■ **Exercise brief**
Search the records below for the word "Hunan", then return every line where it appears.

Records from a data collection:
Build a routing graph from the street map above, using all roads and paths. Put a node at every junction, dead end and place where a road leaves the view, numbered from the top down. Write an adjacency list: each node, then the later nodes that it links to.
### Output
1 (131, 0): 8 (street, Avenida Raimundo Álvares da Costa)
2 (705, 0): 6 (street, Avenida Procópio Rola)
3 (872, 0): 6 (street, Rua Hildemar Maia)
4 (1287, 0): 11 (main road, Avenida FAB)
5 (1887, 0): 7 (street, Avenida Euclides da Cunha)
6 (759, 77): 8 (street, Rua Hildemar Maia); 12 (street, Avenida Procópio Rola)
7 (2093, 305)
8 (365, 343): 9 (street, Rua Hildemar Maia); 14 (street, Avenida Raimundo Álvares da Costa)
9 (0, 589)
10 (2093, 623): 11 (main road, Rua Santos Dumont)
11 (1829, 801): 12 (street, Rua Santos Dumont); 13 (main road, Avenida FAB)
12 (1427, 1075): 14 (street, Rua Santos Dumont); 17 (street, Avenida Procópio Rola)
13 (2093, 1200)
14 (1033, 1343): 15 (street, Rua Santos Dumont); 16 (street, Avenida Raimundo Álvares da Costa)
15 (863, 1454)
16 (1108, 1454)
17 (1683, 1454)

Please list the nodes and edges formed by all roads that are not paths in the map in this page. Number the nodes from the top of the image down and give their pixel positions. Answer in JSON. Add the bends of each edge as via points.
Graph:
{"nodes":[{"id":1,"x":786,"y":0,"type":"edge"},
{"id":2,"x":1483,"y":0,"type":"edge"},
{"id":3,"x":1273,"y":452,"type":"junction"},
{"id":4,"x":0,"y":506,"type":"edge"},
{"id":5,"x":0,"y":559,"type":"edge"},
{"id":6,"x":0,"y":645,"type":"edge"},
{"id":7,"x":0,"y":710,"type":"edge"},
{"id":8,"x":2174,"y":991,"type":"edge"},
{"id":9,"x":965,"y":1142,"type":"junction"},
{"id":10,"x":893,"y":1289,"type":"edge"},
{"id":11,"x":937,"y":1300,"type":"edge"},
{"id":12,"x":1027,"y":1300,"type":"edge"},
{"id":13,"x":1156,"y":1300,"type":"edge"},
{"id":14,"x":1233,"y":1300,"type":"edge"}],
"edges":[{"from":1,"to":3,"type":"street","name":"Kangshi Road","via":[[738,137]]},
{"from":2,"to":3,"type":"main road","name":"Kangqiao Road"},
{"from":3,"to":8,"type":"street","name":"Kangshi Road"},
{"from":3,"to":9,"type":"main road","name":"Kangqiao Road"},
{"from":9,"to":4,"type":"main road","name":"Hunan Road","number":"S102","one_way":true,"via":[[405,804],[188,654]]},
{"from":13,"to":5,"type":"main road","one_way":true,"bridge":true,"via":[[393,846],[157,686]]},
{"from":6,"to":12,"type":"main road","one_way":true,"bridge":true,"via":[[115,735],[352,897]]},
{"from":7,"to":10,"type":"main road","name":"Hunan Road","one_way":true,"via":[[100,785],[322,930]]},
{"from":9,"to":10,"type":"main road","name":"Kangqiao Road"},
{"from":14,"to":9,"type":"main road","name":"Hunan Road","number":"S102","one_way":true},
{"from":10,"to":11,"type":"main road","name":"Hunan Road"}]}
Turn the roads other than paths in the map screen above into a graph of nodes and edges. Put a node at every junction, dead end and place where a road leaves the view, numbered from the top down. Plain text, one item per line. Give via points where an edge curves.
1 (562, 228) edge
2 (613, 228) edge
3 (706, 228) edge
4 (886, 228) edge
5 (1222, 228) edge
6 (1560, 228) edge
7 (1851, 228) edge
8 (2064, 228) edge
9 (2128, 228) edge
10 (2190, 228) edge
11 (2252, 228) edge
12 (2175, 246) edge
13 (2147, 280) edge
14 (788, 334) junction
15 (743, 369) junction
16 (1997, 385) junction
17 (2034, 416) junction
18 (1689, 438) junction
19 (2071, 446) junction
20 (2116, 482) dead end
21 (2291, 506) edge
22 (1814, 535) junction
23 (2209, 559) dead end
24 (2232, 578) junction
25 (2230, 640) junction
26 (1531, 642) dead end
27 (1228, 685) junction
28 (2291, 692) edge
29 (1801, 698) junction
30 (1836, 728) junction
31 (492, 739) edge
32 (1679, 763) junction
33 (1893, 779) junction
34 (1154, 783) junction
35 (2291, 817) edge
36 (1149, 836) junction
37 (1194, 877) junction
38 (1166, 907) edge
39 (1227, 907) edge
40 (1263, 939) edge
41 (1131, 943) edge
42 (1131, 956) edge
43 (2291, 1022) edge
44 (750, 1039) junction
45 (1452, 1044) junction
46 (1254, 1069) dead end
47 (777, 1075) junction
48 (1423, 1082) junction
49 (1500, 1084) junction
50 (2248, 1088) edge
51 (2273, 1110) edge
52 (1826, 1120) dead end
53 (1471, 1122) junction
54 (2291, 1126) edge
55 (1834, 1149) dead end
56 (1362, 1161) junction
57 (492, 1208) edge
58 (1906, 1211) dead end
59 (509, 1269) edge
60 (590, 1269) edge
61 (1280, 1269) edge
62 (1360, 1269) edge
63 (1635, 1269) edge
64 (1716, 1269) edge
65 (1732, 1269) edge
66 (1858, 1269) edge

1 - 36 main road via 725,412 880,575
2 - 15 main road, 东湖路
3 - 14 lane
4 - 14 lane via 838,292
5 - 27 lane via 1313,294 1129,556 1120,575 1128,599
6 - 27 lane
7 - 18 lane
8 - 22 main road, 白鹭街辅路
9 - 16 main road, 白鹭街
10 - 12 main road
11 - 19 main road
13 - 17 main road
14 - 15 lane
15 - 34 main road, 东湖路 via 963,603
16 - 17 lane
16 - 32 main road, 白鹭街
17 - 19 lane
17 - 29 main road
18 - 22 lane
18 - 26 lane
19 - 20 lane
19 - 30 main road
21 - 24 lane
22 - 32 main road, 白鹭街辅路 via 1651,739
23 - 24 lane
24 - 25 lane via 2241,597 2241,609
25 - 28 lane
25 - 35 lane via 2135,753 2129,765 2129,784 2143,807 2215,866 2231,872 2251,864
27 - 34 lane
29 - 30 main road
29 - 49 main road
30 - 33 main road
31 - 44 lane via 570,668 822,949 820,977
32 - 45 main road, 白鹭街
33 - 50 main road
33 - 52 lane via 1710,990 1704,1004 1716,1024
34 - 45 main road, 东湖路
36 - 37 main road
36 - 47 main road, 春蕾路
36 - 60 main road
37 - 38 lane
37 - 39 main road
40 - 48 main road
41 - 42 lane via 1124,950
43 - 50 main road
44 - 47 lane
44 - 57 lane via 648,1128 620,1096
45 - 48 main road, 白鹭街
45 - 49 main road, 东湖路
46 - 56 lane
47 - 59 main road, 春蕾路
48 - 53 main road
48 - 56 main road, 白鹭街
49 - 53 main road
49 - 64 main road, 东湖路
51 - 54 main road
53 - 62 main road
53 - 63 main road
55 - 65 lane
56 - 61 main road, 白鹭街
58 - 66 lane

■ **Response to this task**
{"from":9,"to":4,"type":"main road","name":"Hunan Road","number":"S102","one_way":true,"via":[[405,804],[188,654]]},
{"from":7,"to":10,"type":"main road","name":"Hunan Road","one_way":true,"via":[[100,785],[322,930]]},
{"from":14,"to":9,"type":"main road","name":"Hunan Road","number":"S102","one_way":true},
{"from":10,"to":11,"type":"main road","name":"Hunan Road"}]}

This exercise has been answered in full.